Çok sayıda Müslüman topluluğun Yasak politikasından şikâyetçi olmasına, iptal edilmesi ya da yeniden gözden geçirilmesi çağrısında bulunmasına rağmen İngiliz hükümeti, politikanın ya da İngiltere dâhil olmak üzere dünyadaki şiddet nedenlerinin tartışma ve müzakereye açık olmadığını belirtti. Gerçekten de İngiliz hükümeti, hayatı İslam ve Müslümanlar için yaşanmaz hale getirmeyi planlamaktadır. İçişleri Bakanının açıkladığı bu yeni strateji, Blair hükümetinin yürürlükten kaldırılan çok kültürlülük politikasıyla ve Cameron hükümetinin de kas liberalizmi politikası ile uyum ve insicam içerisindedir.

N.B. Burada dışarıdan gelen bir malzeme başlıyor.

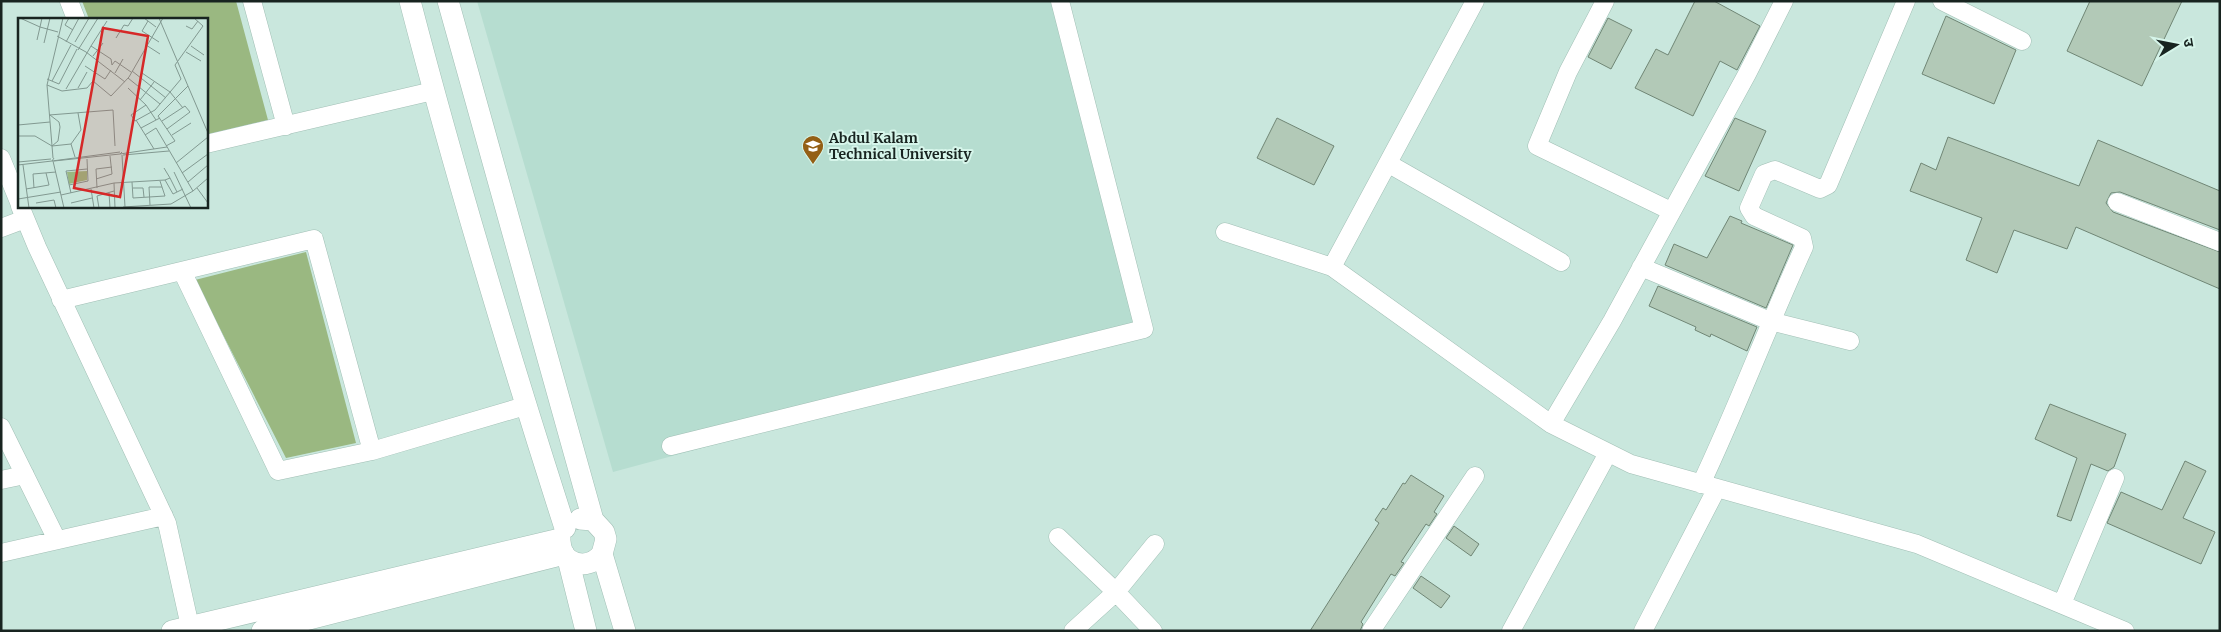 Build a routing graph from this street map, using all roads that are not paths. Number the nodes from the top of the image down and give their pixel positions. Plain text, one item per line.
1 (69, 1) edge
2 (252, 1) edge
3 (410, 1) edge
4 (448, 1) edge
5 (1060, 1) edge
6 (1475, 1) edge
7 (1605, 1) edge
8 (1784, 1) edge
9 (1906, 1) edge
10 (1942, 1) edge
11 (76, 18) edge
12 (2022, 41) dead end
13 (433, 91) junction
14 (286, 126) junction
15 (208, 144) edge
16 (1, 158) edge
17 (1389, 164) junction
18 (18, 200) edge
19 (2117, 202) dead end
20 (1671, 211) junction
21 (23, 212) edge
22 (1, 228) edge
23 (1225, 232) dead end
24 (2220, 242) edge
25 (1561, 262) dead end
26 (1332, 267) junction
27 (1641, 267) junction
28 (182, 271) junction
29 (61, 300) junction
30 (1770, 321) junction
31 (1850, 341) dead end
32 (526, 406) junction
33 (1551, 424) junction
34 (1, 427) edge
35 (671, 446) dead end
36 (372, 451) junction
37 (1608, 453) junction
38 (25, 475) junction
39 (1475, 476) dead end
40 (2114, 478) dead end
41 (1, 480) edge
42 (1709, 486) junction
43 (164, 516) junction
44 (593, 520) junction
45 (1058, 538) dead end
46 (57, 540) junction
47 (1155, 544) dead end
48 (564, 545) junction
49 (1, 553) edge
50 (602, 554) junction
51 (1116, 592) junction
52 (2062, 604) junction
53 (2090, 624) edge
54 (184, 629) edge
55 (262, 631) edge
56 (586, 631) edge
57 (625, 631) edge
58 (1073, 631) edge
59 (1153, 631) edge
60 (1370, 631) edge
61 (1511, 631) edge
62 (1642, 631) edge
63 (2124, 631) edge

1 - 11 street
2 - 14 street
3 - 13 street
4 - 44 street
5 - 35 street
6 - 17 street
7 - 20 street
8 - 20 street
9 - 30 street
10 - 12 street
13 - 14 street
13 - 32 street
14 - 15 street
16 - 18 street
17 - 25 street
17 - 26 street
19 - 24 street
20 - 27 street
21 - 22 street
21 - 29 street
23 - 26 street
26 - 33 street
27 - 30 street
27 - 33 street
28 - 29 street
28 - 36 street
28 - 36 street
29 - 43 street
30 - 31 street
30 - 42 street
32 - 36 street
32 - 48 street
33 - 37 street
34 - 38 street
37 - 42 street
37 - 61 street
38 - 41 street
38 - 46 street
39 - 60 street
40 - 52 street
42 - 52 street
42 - 62 street
43 - 46 street
43 - 54 street
44 - 48 street
44 - 50 street
45 - 51 street
46 - 49 street
47 - 51 street
48 - 50 street
48 - 54 street
48 - 55 street
48 - 56 street
50 - 57 street
51 - 58 street
51 - 59 street
52 - 53 street
53 - 63 street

Hükümetin bu “yeni” stratejisi, güvenlikleştirme bahanesiyle kamufle edilmeye devam ediliyor. Gerçekte ise bu strateji şiddeti değil, İslami kimliği hedef alıyor. Bu strateji, dünyadaki şiddet ve istikrarsızlıktan, başarısız laik liberal ideoloji, ötekileştirmesi, denizaşırı sömürgecilik açgözlülüğünü değil de İslami düşünce ve değerlerin sorumlu olduğu yanlış anlatısını daha da pekiştiriyor.

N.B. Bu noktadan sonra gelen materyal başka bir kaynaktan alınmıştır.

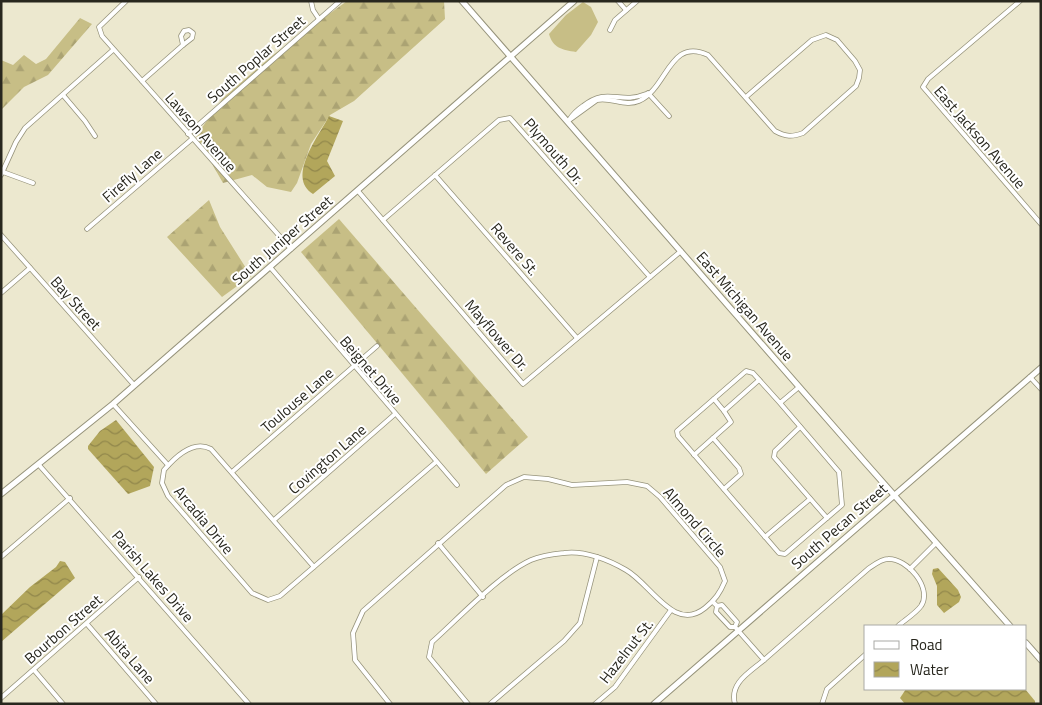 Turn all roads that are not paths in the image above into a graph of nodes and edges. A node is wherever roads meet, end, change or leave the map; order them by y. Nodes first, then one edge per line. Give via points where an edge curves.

Günümüzün bilgi dünyasında, kapitalist ülkelerin işlediği suçlar gözler önündedir. Dolayısıyla bakışları başka yöne saptırmak ve liberal elitin en çok korktuğu şey üzerine odaklanmaya çalışmak çaresizliktir, hoyratça bir girişimdir. Sıradan insanlara baskı ve sefaletlerinin bir yolu olarak İslam’ı adres göstermektir.
Ne Sajid Javid ne de onun liberal meslektaşları İslami düşüncelere ve değerlere meydan okuyamazlar. Daha kendi laik değerlerini bile savunmaktan acizler. Onun için İslami kimliğe sımsıkı sarılan Müslüman toplulukları karalamak için şaşırtma ve aldatma yöntemine başvuruyorlar. Bugün laiklik, diyet yapsa da medya ve eğitim kurumları zorla bir şeyleri dayatıyorlar. Korkak liberaller, açıkça ve dürüstçe tartışma yapmaktan kaçıyorlar. Zorla dayatılan laik öğretilerini iyice dayatmak için çalışıyorlar. Laik liberalizmi insanlık ideolojisi olarak görmeyenlere zorla gıda takviyesi yapıyorlar.
İngiltere’de yirmi yıldır gittikçe artan güvenlik stratejisi gözden geçirildiğinde, şunlar görülür:
1- Yasak politikası, şiddetten ziyade “İslam’ı önlemeye” yönelik bir politika olmayı sürdürüyor.
2- Güvenlik tehdidi bahanesiyle şüpheli bir ortam yaratılarak, İslam ve Müslümanlar yaftalanarak bu politikanın uygulanmasına devam ediliyor.
3- Hükümet, güvenlik ajandasının bir parçası olarak gelecekte “Entegrasyon Stratejisi” ni kullanmayı amaçlıyor. Öneri ve tekliflerde açıkça İslam ve Müslümanlar hedefte ve dini eğitimi kontrol altına alma girişimleri var. İslam’ı egemen laik dünyaya uydurmak için güncelleme propagandası yapılıyor.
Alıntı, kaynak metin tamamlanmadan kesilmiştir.